This prevents oxidation of the wafer 3 by oxygen in the atmosphere
during the application of the high temperature stress to the wafer
3. In order to prevent dew condensation on the surface of the wafer
3 when the wafer 3 is taken out into the normal temperature
atmosphere after the application of the low temperature stress, it
is desirable to fill the closed housing 9 with dried inert gas.
[0095] Sixth Preferred Embodiment
[0096] FIG. 8 is a perspective view schematically showing the
structure of a burn-in system 12 according to a sixth preferred
embodiment of the present invention. The burn-in system 12 has a
wafer cassette entrance 14; a plurality of wafers 3 to be evaluated
are stored in a wafer cassette 15 and are put in the burn-in system
12 from the outside through the wafer cassette entrance 14.
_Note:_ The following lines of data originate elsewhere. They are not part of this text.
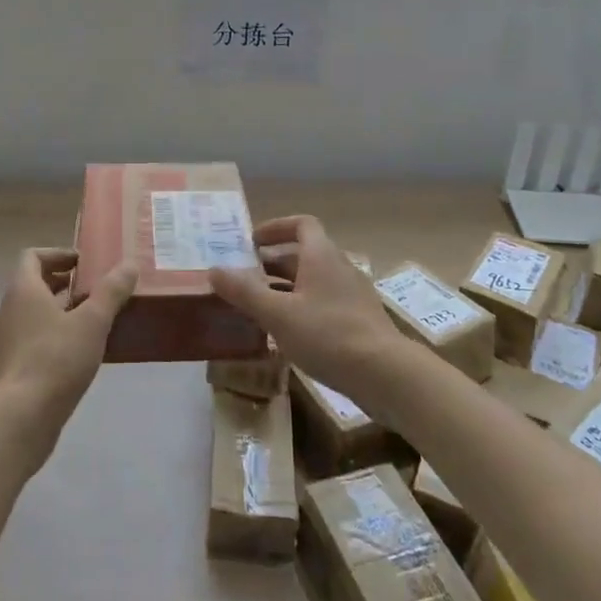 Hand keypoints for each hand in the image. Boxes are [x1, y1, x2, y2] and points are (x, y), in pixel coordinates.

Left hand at [0, 249, 135, 468]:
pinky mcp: (7, 368)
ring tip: (91, 323)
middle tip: (94, 291)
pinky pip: (30, 340)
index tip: (84, 264)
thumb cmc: (55, 360)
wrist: (19, 418)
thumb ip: (111, 291)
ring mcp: (4, 340)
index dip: (58, 254)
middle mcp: (7, 310)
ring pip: (32, 314)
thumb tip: (130, 264)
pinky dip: (51, 336)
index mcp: (22, 290)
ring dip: (59, 311)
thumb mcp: (92, 322)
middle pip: (34, 284)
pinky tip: (77, 355)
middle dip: (64, 284)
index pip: (33, 256)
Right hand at [208, 215, 401, 397]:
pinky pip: (324, 304)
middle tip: (244, 280)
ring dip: (286, 289)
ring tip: (259, 309)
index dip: (276, 228)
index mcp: (321, 256)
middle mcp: (339, 267)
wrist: (386, 375)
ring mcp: (353, 295)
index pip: (301, 225)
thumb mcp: (278, 314)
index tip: (252, 242)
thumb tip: (214, 270)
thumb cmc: (328, 335)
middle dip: (272, 264)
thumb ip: (245, 292)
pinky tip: (287, 336)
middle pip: (303, 255)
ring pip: (313, 282)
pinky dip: (302, 310)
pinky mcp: (359, 321) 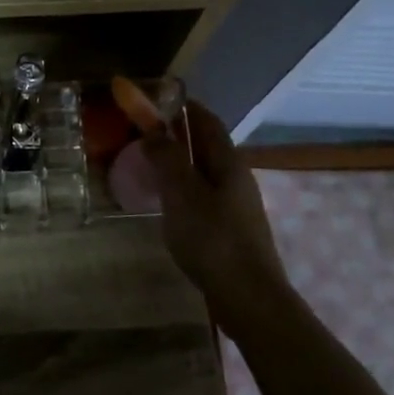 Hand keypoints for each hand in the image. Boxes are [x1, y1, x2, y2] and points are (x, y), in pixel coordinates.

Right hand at [141, 100, 287, 303]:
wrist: (248, 297)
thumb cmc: (213, 239)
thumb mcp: (182, 193)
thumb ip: (167, 158)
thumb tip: (153, 129)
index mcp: (228, 163)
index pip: (207, 121)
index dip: (184, 106)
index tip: (157, 98)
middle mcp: (235, 178)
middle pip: (207, 146)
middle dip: (179, 133)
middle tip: (145, 131)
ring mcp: (235, 205)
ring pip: (204, 172)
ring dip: (179, 161)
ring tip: (149, 164)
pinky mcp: (229, 229)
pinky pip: (202, 195)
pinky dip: (182, 187)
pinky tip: (166, 201) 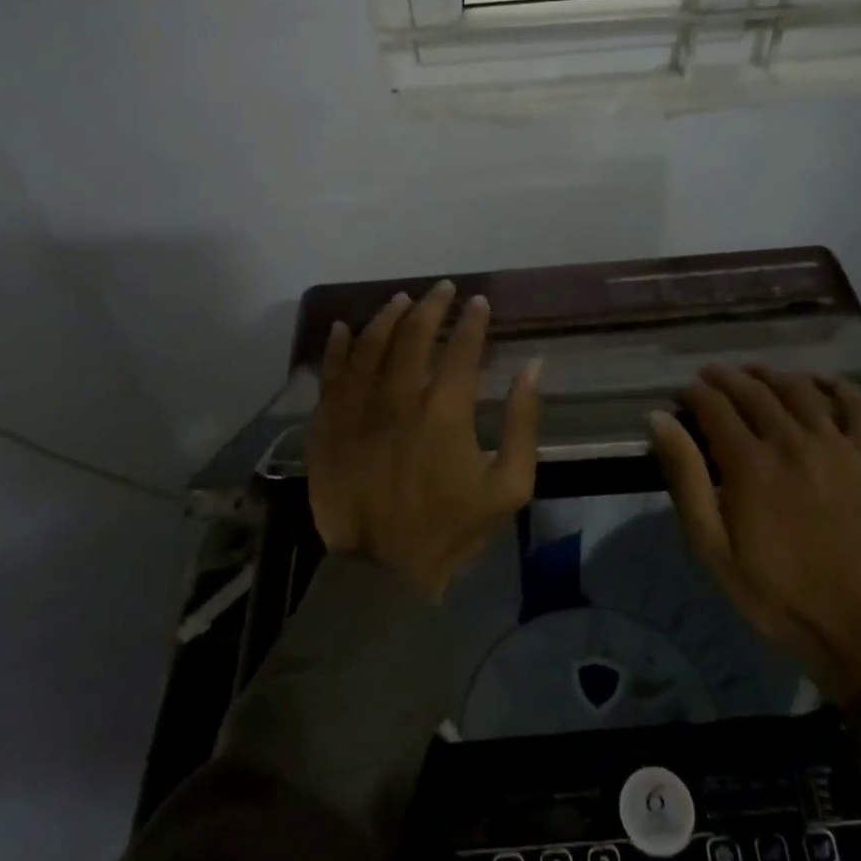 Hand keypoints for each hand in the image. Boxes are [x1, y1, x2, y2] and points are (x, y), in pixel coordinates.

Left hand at [308, 280, 541, 601]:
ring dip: (387, 317)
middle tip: (442, 290)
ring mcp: (355, 411)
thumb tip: (533, 369)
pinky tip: (345, 328)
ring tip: (401, 301)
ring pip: (368, 346)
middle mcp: (396, 400)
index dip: (473, 321)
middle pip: (412, 336)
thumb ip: (524, 424)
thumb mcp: (510, 487)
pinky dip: (337, 347)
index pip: (461, 349)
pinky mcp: (326, 427)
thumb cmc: (451, 530)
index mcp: (444, 413)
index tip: (479, 302)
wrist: (382, 571)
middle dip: (431, 306)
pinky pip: (329, 376)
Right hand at [648, 367, 860, 708]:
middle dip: (727, 378)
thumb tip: (658, 419)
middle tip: (711, 377)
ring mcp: (839, 446)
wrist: (858, 627)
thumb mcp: (710, 545)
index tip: (683, 394)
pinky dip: (837, 385)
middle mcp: (793, 442)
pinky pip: (858, 405)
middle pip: (755, 391)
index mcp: (750, 463)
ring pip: (801, 390)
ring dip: (772, 375)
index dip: (695, 393)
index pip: (715, 406)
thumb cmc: (773, 591)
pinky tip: (820, 382)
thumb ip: (685, 477)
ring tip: (755, 375) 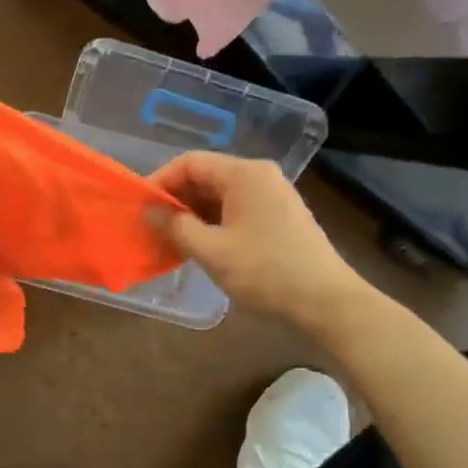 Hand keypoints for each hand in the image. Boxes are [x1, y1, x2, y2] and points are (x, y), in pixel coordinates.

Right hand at [148, 151, 362, 324]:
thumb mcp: (212, 251)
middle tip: (151, 225)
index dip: (160, 181)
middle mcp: (260, 176)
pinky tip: (199, 246)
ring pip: (220, 195)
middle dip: (175, 199)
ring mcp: (273, 197)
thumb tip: (150, 212)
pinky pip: (236, 210)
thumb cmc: (267, 272)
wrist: (328, 305)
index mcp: (245, 174)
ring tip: (170, 239)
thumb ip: (175, 226)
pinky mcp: (279, 218)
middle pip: (205, 176)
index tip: (140, 207)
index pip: (190, 162)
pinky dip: (213, 223)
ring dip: (193, 213) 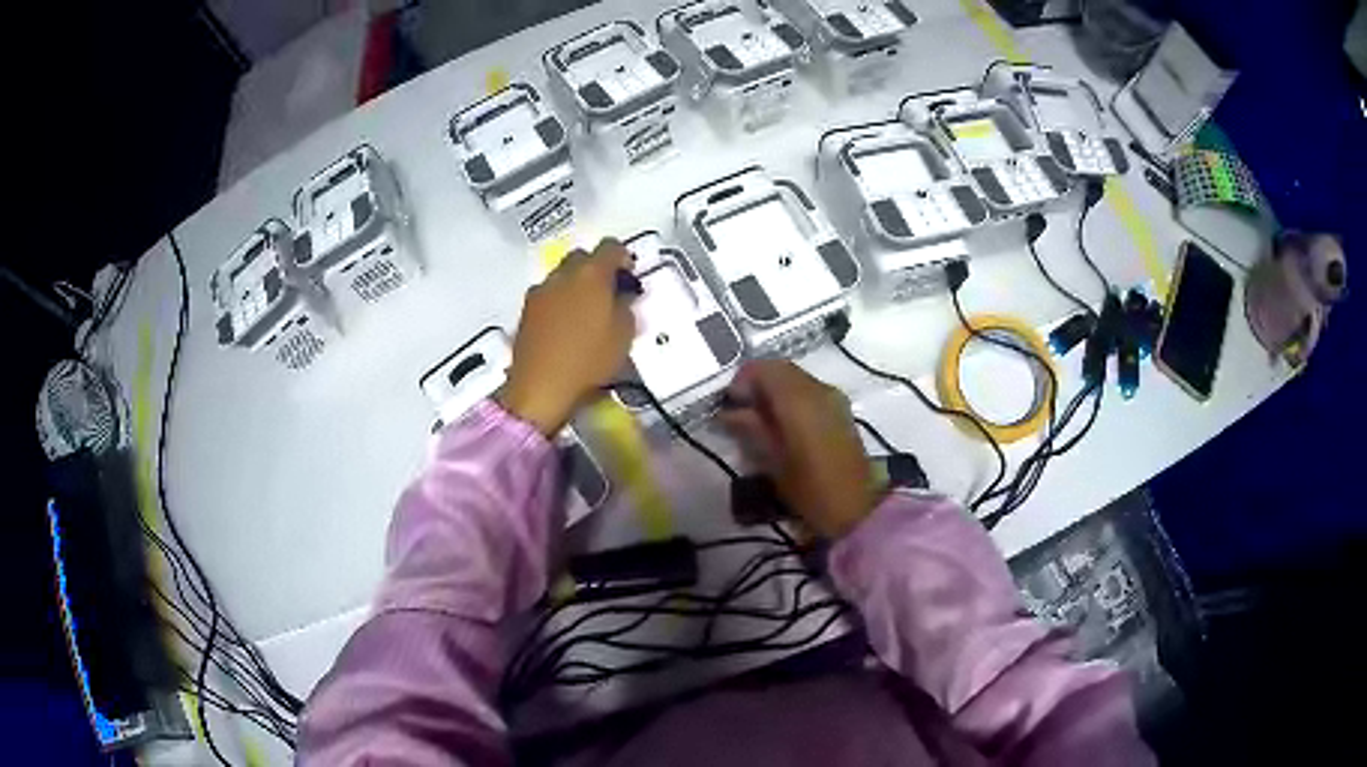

[0097] The wafers 3 put in the burn-in system 12 are taken out from
the wafer cassette 15 and transferred one by one to the evaluation
unit 5 by a wafer transfer apparatus 13. Although FIG. 8 shows only
one wafer transfer apparatus 13, a plurality of wafer transfer
apparatuses are prepared in practice. In the burn-in system 12 of
the sixth preferred embodiment, the constant temperature chambers
1a and 1b of the first preferred embodiment are provided in the
transfer route from the place where the wafer cassette 15 is stored
in the burn-in system 12 to the evaluation unit 5. First, the
wafers 3 taken out from the wafer cassette 15 are transferred
sequentially to the constant temperature chambers 1a and 1b and are
subjected to given temperature stresses according to the burn-in
method of the first preferred embodiment. They are next transferred
to the evaluation unit 5 and placed on its wafer evaluation stage
16 where the characteristics of the wafer 3 are evaluated. The
plurality of wafers 3 are taken out from the wafer cassette 15 and
are transferred one after another by a plurality of wafer transfer
apparatuses 13 according to the above-described transfer order.
[0098] As described above, according to the burn-in system and the
burn-in method of the sixth preferred embodiment, the constant
temperature chambers 1a and 1b of the first preferred embodiment
are provided in the transfer route from the place where the wafer
cassette 15 is stored in the system to the evaluation unit 5, and
the plurality of wafers 3 taken out from the wafer cassette 15 are
transferred one after another by the plurality of wafer transfer
apparatuses 13. Therefore, while one wafer 3 is being evaluated in
the evaluation unit 5, the next wafer 3 can undergo given
temperature stresses in the constant temperature chambers 1a and
1b. The temperature stresses can thus be applied by utilizing the
standby time in the evaluation unit 5, so as to improve the
efficiency of the process.
[0099] When the housing of the burn-in system 12 is constructed as
a closed housing, the internal space of the housing can be
maintained vacuum or filled with inert gas to obtain the effects of
the burn-in systems of the fifth preferred embodiment. This applies
also to the seventh to ninth preferred embodiments described
below.
[0100] Seventh Preferred Embodiment
[0101] FIG. 9 is a perspective view schematically showing the
structure of a burn-in system 17 according to a seventh preferred
embodiment of the present invention. The burn-in system 17 has a
wafer cassette entrance 14. The plurality of wafers 3 to be
evaluated are stored in the wafer cassette 6 and are put into the
burn-in system 17 through the wafer cassette entrance 14 from the
outside. Although FIG. 9 shows only one wafer cassette 6, a
plurality of wafer cassettes are prepared in practice.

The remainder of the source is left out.